Primeiros anos[editar | editar código-fonte]

Jerá Guarani nasceu na Terra Indígena Tenondé Porã, no distrito de Parelheiros, São Paulo. Aos 10 anos, sua mãe decidiu matricular Jerá e sua irmã de 13 anos em uma escola em um bairro próximo, "para saber falar com eles, para fazer as coisas melhores para os indígenas". Nessa época, Jerá Guarani não sabia falar uma única palavra em português. Ela desistiu três vezes da 1ª série do Ensino Fundamental, até que a professora Maria Inês Machado conseguiu lhe ajudar. Depois de seis meses, ela conquistou o letramento.[2]

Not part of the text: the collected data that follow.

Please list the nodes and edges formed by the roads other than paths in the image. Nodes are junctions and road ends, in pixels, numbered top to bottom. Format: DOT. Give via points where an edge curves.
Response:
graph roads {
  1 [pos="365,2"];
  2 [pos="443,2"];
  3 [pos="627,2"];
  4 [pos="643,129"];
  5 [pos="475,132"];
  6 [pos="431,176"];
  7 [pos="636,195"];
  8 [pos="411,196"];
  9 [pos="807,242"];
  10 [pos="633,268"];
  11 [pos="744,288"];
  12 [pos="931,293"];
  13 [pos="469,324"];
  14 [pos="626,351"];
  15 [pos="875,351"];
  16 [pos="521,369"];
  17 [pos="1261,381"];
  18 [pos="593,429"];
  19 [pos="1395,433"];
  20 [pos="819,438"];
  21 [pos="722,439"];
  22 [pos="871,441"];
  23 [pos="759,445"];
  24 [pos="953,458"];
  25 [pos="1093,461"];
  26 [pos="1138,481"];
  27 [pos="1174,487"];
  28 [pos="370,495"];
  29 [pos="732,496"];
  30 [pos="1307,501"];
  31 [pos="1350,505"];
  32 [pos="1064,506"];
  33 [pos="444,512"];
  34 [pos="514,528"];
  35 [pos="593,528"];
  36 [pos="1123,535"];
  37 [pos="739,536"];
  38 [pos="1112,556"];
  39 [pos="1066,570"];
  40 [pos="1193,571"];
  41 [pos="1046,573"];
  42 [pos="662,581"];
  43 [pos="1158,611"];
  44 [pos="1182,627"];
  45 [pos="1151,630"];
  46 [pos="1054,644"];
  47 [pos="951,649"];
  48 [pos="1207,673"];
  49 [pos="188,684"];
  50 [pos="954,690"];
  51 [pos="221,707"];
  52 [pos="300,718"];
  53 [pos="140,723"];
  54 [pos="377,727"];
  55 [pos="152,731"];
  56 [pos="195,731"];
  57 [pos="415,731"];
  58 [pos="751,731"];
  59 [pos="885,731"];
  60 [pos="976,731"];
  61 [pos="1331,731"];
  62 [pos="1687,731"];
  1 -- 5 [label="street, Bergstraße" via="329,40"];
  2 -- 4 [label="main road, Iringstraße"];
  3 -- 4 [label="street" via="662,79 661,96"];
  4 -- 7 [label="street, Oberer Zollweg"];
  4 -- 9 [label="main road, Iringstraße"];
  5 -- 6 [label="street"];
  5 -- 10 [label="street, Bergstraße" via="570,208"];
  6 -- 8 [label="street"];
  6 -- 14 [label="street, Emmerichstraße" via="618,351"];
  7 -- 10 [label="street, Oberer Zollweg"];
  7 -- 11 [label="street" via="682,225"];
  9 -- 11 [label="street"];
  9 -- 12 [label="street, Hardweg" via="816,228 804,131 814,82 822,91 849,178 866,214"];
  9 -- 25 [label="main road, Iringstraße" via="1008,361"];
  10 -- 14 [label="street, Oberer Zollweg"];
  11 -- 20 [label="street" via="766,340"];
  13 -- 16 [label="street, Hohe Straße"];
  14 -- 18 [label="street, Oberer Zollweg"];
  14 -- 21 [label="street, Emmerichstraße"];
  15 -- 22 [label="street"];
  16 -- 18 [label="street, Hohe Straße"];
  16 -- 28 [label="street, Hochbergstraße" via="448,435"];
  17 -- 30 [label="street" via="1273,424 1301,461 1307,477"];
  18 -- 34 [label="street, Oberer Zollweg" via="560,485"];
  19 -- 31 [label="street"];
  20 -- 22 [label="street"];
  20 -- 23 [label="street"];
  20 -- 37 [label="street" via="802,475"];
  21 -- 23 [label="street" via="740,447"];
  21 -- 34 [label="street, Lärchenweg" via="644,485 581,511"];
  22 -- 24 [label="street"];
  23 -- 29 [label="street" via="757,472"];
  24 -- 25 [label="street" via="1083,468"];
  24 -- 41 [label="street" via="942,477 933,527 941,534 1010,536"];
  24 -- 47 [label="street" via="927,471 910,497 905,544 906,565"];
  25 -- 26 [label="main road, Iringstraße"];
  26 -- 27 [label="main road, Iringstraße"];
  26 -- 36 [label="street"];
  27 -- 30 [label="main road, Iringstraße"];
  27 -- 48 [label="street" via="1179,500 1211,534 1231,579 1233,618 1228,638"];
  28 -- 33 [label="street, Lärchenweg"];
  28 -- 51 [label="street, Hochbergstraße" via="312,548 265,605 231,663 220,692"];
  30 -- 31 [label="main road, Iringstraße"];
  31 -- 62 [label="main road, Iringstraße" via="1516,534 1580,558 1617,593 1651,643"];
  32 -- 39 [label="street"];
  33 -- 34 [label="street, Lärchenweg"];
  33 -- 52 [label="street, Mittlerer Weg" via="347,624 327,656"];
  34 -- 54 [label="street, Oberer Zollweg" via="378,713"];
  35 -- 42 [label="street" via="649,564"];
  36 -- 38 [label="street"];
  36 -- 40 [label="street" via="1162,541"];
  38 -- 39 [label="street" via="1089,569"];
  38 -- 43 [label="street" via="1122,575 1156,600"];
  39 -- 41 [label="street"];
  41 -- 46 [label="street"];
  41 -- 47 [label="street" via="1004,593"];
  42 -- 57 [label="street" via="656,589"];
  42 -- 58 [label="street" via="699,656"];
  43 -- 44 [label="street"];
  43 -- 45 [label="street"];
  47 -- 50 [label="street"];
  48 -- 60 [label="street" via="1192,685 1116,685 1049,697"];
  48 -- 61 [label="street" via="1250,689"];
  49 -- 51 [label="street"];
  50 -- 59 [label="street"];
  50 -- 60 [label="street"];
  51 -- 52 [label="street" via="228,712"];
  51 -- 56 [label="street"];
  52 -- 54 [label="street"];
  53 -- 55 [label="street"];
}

Educadora[editar | editar código-fonte]

Ao aprender as quatro operações básicas da matemática, Jerá Guarani passou a fazer contas com gravetos e sementes, o que despertou a curiosidade das outras crianças da aldeia. "Era gratificante quando meus amiguinhos aprendiam. Percebi que queria ser alguém parecido com a professora Maria Inês e acho que foi o que me encaminhou para essa vida." A partir dos 13 anos, em 1994, Jerá começou a lecionar na educação infantil, embora a escola da aldeia só tenha sido fundada em 1997. Após cerca de 6 anos de aulas informais, Jerá foi contratada em 2000 pelo Estado de São Paulo como professora de língua materna. Para as crianças da 1ª à 3ª série, ela era responsável por todas as disciplinas do currículo regular, mais as de educação indígena.[2]

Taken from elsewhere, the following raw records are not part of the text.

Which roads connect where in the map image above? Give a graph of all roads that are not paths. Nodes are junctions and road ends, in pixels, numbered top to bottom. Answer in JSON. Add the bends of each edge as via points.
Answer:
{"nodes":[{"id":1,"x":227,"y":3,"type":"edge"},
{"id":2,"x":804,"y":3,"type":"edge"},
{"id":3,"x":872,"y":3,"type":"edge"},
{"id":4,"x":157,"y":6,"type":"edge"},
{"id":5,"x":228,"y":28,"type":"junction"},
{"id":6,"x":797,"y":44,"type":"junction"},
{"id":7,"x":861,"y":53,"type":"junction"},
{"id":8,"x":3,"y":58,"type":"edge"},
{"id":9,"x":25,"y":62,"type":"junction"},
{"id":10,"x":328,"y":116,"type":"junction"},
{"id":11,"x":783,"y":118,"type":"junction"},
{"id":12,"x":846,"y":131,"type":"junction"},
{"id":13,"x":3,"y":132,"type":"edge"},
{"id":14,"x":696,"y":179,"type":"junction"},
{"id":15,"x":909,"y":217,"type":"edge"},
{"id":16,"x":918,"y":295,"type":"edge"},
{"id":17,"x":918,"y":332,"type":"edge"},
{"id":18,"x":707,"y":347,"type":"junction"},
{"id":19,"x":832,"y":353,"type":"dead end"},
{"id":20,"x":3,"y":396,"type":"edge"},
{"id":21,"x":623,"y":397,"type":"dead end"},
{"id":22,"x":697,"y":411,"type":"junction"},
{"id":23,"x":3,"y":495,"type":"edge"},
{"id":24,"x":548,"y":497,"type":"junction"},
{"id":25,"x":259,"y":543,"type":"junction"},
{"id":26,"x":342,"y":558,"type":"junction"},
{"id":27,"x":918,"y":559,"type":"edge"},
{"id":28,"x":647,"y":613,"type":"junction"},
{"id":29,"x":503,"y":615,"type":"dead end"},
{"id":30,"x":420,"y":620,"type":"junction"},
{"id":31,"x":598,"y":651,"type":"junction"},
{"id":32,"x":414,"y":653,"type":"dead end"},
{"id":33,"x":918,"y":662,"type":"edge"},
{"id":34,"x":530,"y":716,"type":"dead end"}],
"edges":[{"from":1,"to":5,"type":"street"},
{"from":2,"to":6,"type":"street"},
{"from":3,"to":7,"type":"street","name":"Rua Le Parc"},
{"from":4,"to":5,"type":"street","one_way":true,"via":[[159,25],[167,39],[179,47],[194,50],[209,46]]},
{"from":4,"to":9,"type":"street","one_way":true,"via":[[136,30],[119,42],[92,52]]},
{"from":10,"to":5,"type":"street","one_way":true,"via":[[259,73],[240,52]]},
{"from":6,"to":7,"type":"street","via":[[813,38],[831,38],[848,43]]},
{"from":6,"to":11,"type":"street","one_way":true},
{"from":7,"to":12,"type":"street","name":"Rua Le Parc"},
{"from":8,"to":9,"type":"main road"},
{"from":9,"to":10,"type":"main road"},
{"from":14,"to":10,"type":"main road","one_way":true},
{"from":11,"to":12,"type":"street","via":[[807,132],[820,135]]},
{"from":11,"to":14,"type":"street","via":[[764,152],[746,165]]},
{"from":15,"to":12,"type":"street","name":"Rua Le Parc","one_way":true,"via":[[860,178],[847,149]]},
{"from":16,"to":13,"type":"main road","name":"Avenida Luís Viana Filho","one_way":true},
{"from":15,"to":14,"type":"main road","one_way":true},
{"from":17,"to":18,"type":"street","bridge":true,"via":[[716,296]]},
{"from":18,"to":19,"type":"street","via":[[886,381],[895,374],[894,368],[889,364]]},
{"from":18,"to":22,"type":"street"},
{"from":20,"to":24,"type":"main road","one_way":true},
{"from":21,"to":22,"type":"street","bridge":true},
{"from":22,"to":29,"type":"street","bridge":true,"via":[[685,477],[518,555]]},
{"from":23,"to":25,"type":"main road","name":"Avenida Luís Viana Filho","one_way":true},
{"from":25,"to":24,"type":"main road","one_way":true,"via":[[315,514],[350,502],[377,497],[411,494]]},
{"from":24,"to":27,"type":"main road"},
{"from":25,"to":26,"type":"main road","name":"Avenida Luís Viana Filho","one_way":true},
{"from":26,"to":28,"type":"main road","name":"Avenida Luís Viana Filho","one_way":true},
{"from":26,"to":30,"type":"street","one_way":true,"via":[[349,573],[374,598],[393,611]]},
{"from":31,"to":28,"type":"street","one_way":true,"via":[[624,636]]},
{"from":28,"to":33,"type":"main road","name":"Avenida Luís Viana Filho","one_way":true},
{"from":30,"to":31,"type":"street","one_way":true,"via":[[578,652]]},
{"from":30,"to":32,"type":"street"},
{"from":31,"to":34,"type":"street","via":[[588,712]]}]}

Com mais de 100 outros indígenas de cinco etnias (guarani mbya, kaingang, krenak, terena e tupi-guarani), Jerá Guarani cursou Pedagogia com Licenciatura em Educação Indígena na USP, formando-se em 2008. A partir de 2012, Jerá tornou-se vice-diretora da escola da aldeia de Tenondé Porã.[2] Durante a 1ª Conferência de Educação para as Relações Étnico-Raciais do Estado de São Paulo, em que elogiou a iniciativa de priorizar educadores indígenas para os centros de educação nas terras demarcadas, Jerá Guarani explicou a importância das intenções pedagógicas sobre o quê ensinar da cultura juruá:[nota 1] "A tecnologia é importante, mas precisamos discutir até que ponto trazer isso para as crianças e em paralelo fortalecer a cultura guarani sem que a escola interfira tanto. Por isso tomamos o cuidado de, por exemplo, não levar o líder espiritual ou as danças tradicionais para a sala de aulas. Assim é possível fazer com que a escola se torne um instrumento de sabedoria."[4]

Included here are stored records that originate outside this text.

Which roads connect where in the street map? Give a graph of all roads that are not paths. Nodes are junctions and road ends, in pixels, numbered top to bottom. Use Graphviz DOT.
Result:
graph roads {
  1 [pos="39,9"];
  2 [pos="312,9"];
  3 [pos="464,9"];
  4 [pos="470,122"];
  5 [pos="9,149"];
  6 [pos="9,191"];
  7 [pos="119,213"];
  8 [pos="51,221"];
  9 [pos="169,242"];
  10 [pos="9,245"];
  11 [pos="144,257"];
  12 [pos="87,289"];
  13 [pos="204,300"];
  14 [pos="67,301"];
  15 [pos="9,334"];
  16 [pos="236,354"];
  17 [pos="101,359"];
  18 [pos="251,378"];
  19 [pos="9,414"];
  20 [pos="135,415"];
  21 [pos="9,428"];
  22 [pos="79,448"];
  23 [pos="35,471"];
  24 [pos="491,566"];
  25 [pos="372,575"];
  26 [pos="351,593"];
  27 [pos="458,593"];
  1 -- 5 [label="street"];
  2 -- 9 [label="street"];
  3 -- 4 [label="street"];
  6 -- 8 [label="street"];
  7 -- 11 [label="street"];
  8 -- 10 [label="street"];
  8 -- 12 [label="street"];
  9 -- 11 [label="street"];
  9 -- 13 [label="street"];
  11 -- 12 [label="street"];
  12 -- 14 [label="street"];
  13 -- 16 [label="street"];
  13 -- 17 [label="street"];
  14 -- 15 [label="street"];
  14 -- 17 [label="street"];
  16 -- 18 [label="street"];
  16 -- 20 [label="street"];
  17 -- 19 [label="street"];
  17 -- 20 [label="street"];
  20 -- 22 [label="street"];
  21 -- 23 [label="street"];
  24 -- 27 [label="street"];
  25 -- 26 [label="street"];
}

Em agosto de 2015, o Centro de Educação e Cultura Indígena (Ceci) da aldeia Tenonde Porã entrou em greve por falta de pagamento dos funcionários por mais de três meses. De acordo com a Secretaria Municipal de Educação, o corte ocorreu por "problemas técnicos", aliados à prestação de contas incompleta da ONG Opção Brasil, responsável pela administração da escola. Jerá Guarani explicou que o objetivo da greve era forçar uma providência, pois "a ONG passa o problema para a diretoria de ensino, que devolve à ONG".[5]

Primeiro Fórum Jovem Indígena[editar | editar código-fonte]

Em junho de 2004, Jerá Guarani organizou o 1º Fórum Jovem Indígena com outros jovens indígenas, em parceria com a Secretaria Municipal do Verde e do Meio Ambiente de São Paulo. Na época, Jerá afirmou que conciliar a preservação da cultura indígena com a modernidade. "Há coisas da cultura juruá que entram na aldeia e são positivas, como o computador, que permite o contato com pessoas de outras aldeias. Mas algumas coisas entram 'atropelando', como o videogame, a televisão. Há 15 ou 20 anos, todo mundo ia para a opy às 18h para ouvir histórias. Hoje em dia, há muita gente que vai ver novela. Existem jovens que não têm mais paciência para ouvir os idosos falarem."[1]

Ação contra símbolos bandeirantes[editar | editar código-fonte]

Como parte da Comissão Guarani Yvyrupa (CGY), Jerá Guarani participou dos protestos contra o enaltecimento dos bandeirantes em São Paulo e o subsequente encobrimento da violência contra os indígenas guaranis que ali moravam e de sua resistência ao longo dos séculos. Em setembro de 2013, cerca de trezentos guaranis fecharam o tráfego na Rodovia dos Bandeirantes, os "assassinos dos índios". Em outubro do mesmo ano, uma marcha com cinco mil pessoas terminou cobrindo o Monumento às Bandeiras com tinta vermelha, para simbolizar o massacre que a obra oculta.[6]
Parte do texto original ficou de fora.